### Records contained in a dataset
<<<<
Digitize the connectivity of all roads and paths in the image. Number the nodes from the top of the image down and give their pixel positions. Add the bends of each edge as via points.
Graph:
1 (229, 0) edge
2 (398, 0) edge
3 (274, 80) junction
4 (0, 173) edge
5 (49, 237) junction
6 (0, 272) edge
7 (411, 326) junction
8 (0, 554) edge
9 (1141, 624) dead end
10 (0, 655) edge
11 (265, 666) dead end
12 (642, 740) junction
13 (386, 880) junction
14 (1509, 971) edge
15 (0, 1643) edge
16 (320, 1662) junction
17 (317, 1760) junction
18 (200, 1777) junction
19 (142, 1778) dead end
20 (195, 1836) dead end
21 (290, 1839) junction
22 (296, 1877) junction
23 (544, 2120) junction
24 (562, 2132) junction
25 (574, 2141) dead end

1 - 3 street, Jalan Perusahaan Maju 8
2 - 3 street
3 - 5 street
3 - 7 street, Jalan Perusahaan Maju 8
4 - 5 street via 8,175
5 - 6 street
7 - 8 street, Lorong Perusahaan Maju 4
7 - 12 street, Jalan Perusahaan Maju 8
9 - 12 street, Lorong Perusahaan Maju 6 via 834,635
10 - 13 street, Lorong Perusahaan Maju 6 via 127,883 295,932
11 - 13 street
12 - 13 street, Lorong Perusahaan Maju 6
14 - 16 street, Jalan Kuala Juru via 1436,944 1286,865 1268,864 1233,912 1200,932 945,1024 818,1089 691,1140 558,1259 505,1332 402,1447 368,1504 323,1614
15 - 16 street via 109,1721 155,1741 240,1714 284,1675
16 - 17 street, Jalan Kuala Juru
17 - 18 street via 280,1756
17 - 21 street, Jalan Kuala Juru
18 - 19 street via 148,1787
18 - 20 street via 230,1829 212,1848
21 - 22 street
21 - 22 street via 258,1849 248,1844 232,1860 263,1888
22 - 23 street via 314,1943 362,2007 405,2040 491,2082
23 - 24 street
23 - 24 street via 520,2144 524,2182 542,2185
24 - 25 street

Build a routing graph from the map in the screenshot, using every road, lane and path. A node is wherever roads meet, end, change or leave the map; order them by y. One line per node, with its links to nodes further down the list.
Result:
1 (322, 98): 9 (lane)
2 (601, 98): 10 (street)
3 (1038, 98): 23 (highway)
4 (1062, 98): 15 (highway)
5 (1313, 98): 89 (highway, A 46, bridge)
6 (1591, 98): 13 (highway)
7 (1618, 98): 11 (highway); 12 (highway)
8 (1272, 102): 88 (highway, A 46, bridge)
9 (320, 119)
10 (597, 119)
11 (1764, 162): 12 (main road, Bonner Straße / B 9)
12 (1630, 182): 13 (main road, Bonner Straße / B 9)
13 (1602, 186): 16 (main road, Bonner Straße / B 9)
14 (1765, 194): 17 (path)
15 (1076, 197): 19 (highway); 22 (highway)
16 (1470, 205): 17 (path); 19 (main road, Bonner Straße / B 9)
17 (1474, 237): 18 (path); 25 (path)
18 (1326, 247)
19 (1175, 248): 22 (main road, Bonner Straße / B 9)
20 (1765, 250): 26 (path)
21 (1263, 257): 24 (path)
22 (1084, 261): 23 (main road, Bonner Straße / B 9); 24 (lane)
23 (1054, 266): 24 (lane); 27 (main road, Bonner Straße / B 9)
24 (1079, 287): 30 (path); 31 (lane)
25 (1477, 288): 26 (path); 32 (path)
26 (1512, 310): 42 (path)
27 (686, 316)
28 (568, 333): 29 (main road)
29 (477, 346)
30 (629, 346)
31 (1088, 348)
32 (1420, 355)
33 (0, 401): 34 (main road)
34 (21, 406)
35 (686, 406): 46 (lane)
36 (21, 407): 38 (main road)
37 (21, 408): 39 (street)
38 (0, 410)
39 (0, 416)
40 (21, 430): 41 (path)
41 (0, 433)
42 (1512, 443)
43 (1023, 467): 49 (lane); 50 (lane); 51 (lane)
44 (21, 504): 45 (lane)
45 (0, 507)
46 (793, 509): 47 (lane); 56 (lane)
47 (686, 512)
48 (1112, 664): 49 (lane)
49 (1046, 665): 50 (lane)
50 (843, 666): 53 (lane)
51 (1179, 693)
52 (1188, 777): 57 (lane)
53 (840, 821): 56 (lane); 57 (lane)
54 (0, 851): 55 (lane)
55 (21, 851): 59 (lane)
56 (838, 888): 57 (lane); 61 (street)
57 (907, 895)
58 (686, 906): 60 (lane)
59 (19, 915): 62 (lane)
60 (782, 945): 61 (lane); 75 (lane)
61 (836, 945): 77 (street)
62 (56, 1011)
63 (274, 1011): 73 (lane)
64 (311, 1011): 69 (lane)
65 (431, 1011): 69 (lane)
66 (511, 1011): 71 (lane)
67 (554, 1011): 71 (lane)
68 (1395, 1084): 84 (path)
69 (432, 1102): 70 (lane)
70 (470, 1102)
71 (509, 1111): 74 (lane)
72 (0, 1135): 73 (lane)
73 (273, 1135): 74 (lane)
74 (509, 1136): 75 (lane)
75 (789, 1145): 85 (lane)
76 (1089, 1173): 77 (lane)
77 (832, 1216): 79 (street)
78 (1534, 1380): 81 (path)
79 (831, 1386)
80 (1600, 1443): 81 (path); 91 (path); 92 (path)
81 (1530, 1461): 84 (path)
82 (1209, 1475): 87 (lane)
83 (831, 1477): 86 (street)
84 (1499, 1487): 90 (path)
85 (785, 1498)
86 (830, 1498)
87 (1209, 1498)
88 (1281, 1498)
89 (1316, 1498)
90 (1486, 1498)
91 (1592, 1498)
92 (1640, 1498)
>>>>
Every line in the data above that contains the word "Jalan" counts; report how many there are and nothing more.

### Answer space
6